En otros casos, la religión es situada en relación con la sensibilidad emocional y estética. Un ejemplo de ello es Karen Armstrong, la escritora irlandesa recientemente galardonada con el premio Princesa de Asturias, en Ciencias Sociales, por sus escritos sobre el significado de las religiones. Armstrong ha declarado que para ella la religión pertenece al mismo terreno que el arte, y que ese es el camino −no el racional− para llegar a Dios; «la teología es poesía» concluía en una entrevista reciente.
Las propuestas de Trías y de Armstrong tienen en común que no exigen demasiado a los fieles de sus propuestas religiosas. La exigencia a que aquí nos referimos no es la específica de una vida moral elevada, sino la que se atreve a hacer un juicio sobre la verdad de una u otra religión. Más aún, al tratarse de religiones del sujeto, de lo que brota de él sin más, o como mucho ante lo absolutamente desconocido, no hay lugar para establecer una relación entre esa religión y algo real que la trasciende.
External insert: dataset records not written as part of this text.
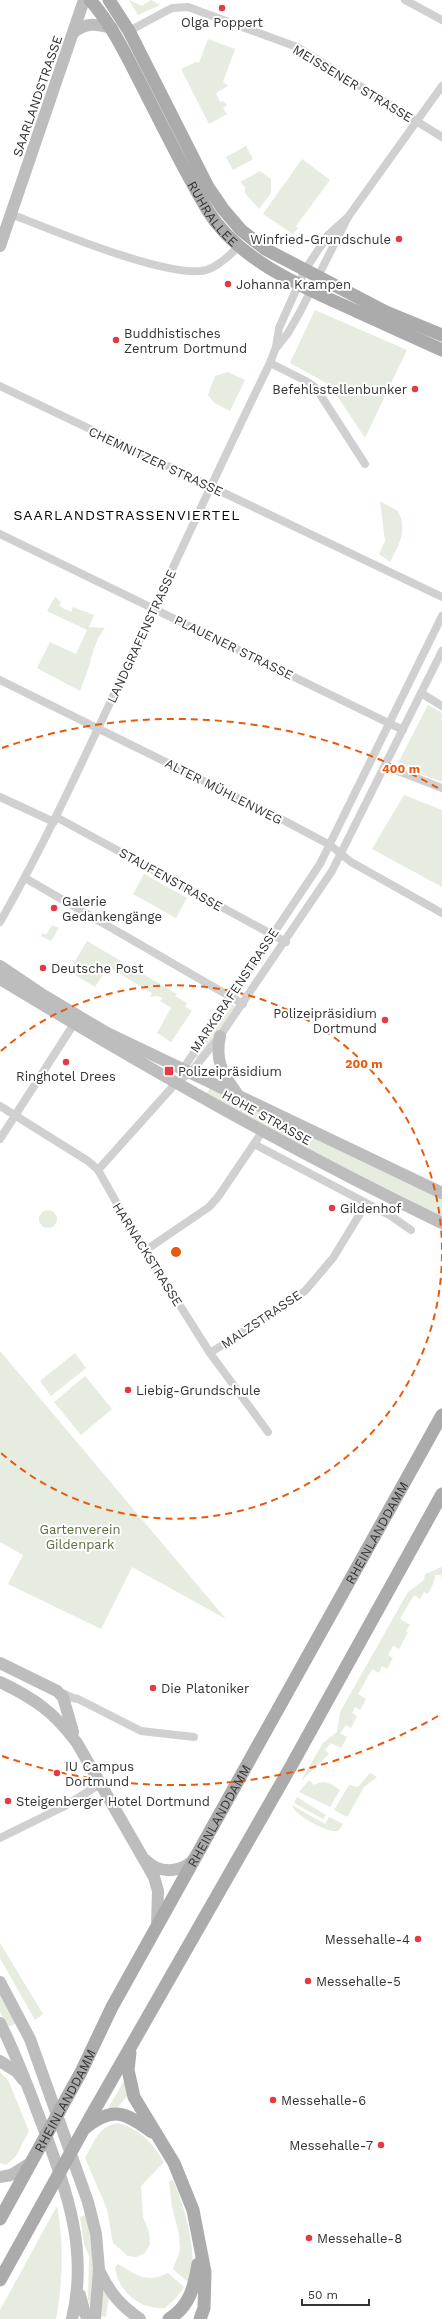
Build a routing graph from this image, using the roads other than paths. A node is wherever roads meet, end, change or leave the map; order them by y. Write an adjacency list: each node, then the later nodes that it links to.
1 (84, 0): 8 (main road, SAARLANDSTRASSE)
2 (90, 0): 6 (main road, RUHRALLEE)
3 (109, 0): 7 (main road, RUHRALLEE)
4 (405, 0): 5 (street)
5 (442, 20)
6 (112, 28): 8 (main road); 15 (main road, RUHRALLEE)
7 (128, 31): 10 (street, MEISSENER STRASSE); 17 (main road, RUHRALLEE)
8 (74, 32): 12 (main road, SAARLANDSTRASSE)
9 (442, 86): 10 (street, LANDGRAFENSTRASSE)
10 (416, 122): 11 (street, MEISSENER STRASSE); 13 (street, LANDGRAFENSTRASSE)
11 (442, 137)
12 (11, 214): 14 (main road, SAARLANDSTRASSE); 15 (street)
13 (348, 217): 17 (street, LANDGRAFENSTRASSE); 18 (street, LANDGRAFENSTRASSE)
14 (3, 226): 16 (main road, SAARLANDSTRASSE)
15 (240, 245): 19 (main road, RUHRALLEE)
16 (0, 246)
17 (305, 270): 18 (main road, RUHRALLEE); 19 (street, LANDGRAFENSTRASSE)
18 (318, 277): 20 (street, LANDGRAFENSTRASSE); 21 (main road, RUHRALLEE)
19 (298, 284): 20 (main road, RUHRALLEE); 22 (street, LANDGRAFENSTRASSE)
20 (311, 290): 22 (street, LANDGRAFENSTRASSE); 23 (main road, RUHRALLEE)
21 (442, 335)
22 (276, 347): 24 (street, LANDGRAFENSTRASSE)
23 (442, 350)
24 (270, 363): 26 (street); 27 (street, LANDGRAFENSTRASSE)
25 (0, 386): 27 (street, CHEMNITZER STRASSE)
26 (365, 464)
27 (209, 486): 29 (street, CHEMNITZER STRASSE); 30 (street, LANDGRAFENSTRASSE)
28 (0, 534): 30 (street, PLAUENER STRASSE)
29 (442, 597)
30 (154, 609): 36 (street, PLAUENER STRASSE); 37 (street, LANDGRAFENSTRASSE)
31 (442, 616): 36 (street, MARKGRAFENSTRASSE)
32 (442, 651): 34 (street, MARKGRAFENSTRASSE)
33 (0, 680): 37 (street, ALTER MÜHLENWEG)
34 (421, 693): 35 (street); 38 (street, MARKGRAFENSTRASSE)
35 (442, 706)
36 (390, 723): 38 (street, PLAUENER STRASSE); 43 (street, MARKGRAFENSTRASSE)
37 (98, 728): 42 (street, LANDGRAFENSTRASSE); 43 (street, ALTER MÜHLENWEG)
38 (403, 730): 39 (street, MARKGRAFENSTRASSE)
39 (385, 766): 40 (street); 44 (street, MARKGRAFENSTRASSE)
40 (442, 788)
41 (0, 797): 42 (street, STAUFENSTRASSE)
42 (55, 819): 45 (street, LANDGRAFENSTRASSE); 48 (street, STAUFENSTRASSE)
43 (330, 845): 44 (street, ALTER MÜHLENWEG); 48 (street, MARKGRAFENSTRASSE)
44 (342, 855): 46 (street, ALTER MÜHLENWEG); 49 (street, MARKGRAFENSTRASSE)
45 (25, 878): 47 (street, LANDGRAFENSTRASSE); 52 (street)
46 (442, 913)
47 (0, 922)
48 (272, 935): 49 (street, STAUFENSTRASSE); 52 (street, MARKGRAFENSTRASSE)
49 (286, 942): 53 (street, MARKGRAFENSTRASSE)
50 (0, 966): 54 (main road, HOHE STRASSE)
51 (0, 979): 54 (main road, HOHE STRASSE)
52 (230, 996): 53 (street); 56 (street, MARKGRAFENSTRASSE)
53 (243, 1004): 55 (street, MARKGRAFENSTRASSE)
54 (76, 1020): 56 (main road, HOHE STRASSE); 57 (main road, HOHE STRASSE); 60 (street)
55 (220, 1036): 56 (street, MARKGRAFENSTRASSE); 58 (main road)
56 (187, 1070): 57 (street, MARKGRAFENSTRASSE); 58 (main road, HOHE STRASSE)
57 (176, 1084): 61 (main road, HOHE STRASSE); 64 (street, MARKGRAFENSTRASSE)
58 (238, 1094): 65 (main road, HOHE STRASSE)
59 (0, 1106): 60 (street, HARNACKSTRASSE)
60 (16, 1115): 62 (street); 64 (street, HARNACKSTRASSE)
61 (262, 1132): 63 (street); 67 (main road, HOHE STRASSE)
62 (0, 1139)
63 (254, 1144): 66 (street); 69 (street)
64 (98, 1170): 69 (street, HARNACKSTRASSE)
65 (442, 1192)
66 (366, 1204): 68 (street); 70 (street, MALZSTRASSE)
67 (442, 1223)
68 (411, 1230)
69 (146, 1250): 70 (street, HARNACKSTRASSE)
70 (210, 1354): 72 (street, HARNACKSTRASSE)
71 (442, 1415): 82 (main road, RHEINLANDDAMM)
72 (268, 1432)
73 (442, 1494): 88 (main road)
74 (0, 1663): 76 (main road)
75 (0, 1682): 77 (main road)
76 (60, 1694): 77 (main road); 78 (street); 79 (main road)
77 (48, 1709): 79 (main road)
78 (194, 1737)
79 (77, 1742): 80 (main road)
80 (102, 1783): 81 (street); 83 (main road)
81 (0, 1838)
82 (195, 1858): 83 (main road); 84 (main road, RHEINLANDDAMM)
83 (146, 1860): 84 (main road)
84 (157, 1926): 94 (main road, RHEINLANDDAMM)
85 (0, 1982): 87 (main road)
86 (0, 2023): 89 (main road)
87 (30, 2039): 89 (main road); 98 (main road)
88 (134, 2043): 92 (main road); 93 (main road)
89 (14, 2050): 91 (main road)
90 (0, 2061): 91 (main road)
91 (28, 2086): 101 (main road)
92 (82, 2134): 93 (main road); 99 (main road)
93 (157, 2136): 97 (main road)
94 (35, 2157): 95 (main road); 96 (main road, RHEINLANDDAMM)
95 (0, 2177)
96 (0, 2219)
97 (200, 2253): 100 (main road); 102 (main road)
98 (99, 2269): 105 (main road); 106 (main road)
99 (0, 2280)
100 (195, 2283): 107 (main road); 108 (main road)
101 (78, 2286): 103 (main road); 104 (main road)
102 (205, 2315)
103 (72, 2319)
104 (90, 2319)
105 (95, 2319)
106 (140, 2319)
107 (169, 2319)
108 (193, 2319)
No se trata de realidades sino de sentirse bien.
Estas formas débiles de religión conviven pacíficamente con la indiferencia religiosa que se ha extendido como una ola imparable en la sociedad occidental. Y así no hay ningún problema en que unas personas sean religiosas y otras sean indiferentes. Todo es admisible si contribuye al bienestar subjetivo. Lo único que no es aceptable para la corrección dominante es la pretensión de quienes pretenden que existe una relación entre la religión y la verdad, y que esta verdad depende de que exista una auténtica relación entre el hombre y Dios. Ahora bien, una religión del espíritu subjetivo que sea automanifestación del propio sujeto −entiéndase éste como espíritu particular o trascendental− será cultura, pero no religión, como ya denunció Barth frente a Schleiermacher.
Una religión sin trascendencia, sin relación con la verdad ¿sigue siendo religión? Desde un punto de vista fenomenológico no hay duda de que es religión porque cuenta con elementos religiosos, como ritos, creencias, principios morales. Pero cabe también un juicio más exigente a la pregunta de si estamos ante una verdadera religión.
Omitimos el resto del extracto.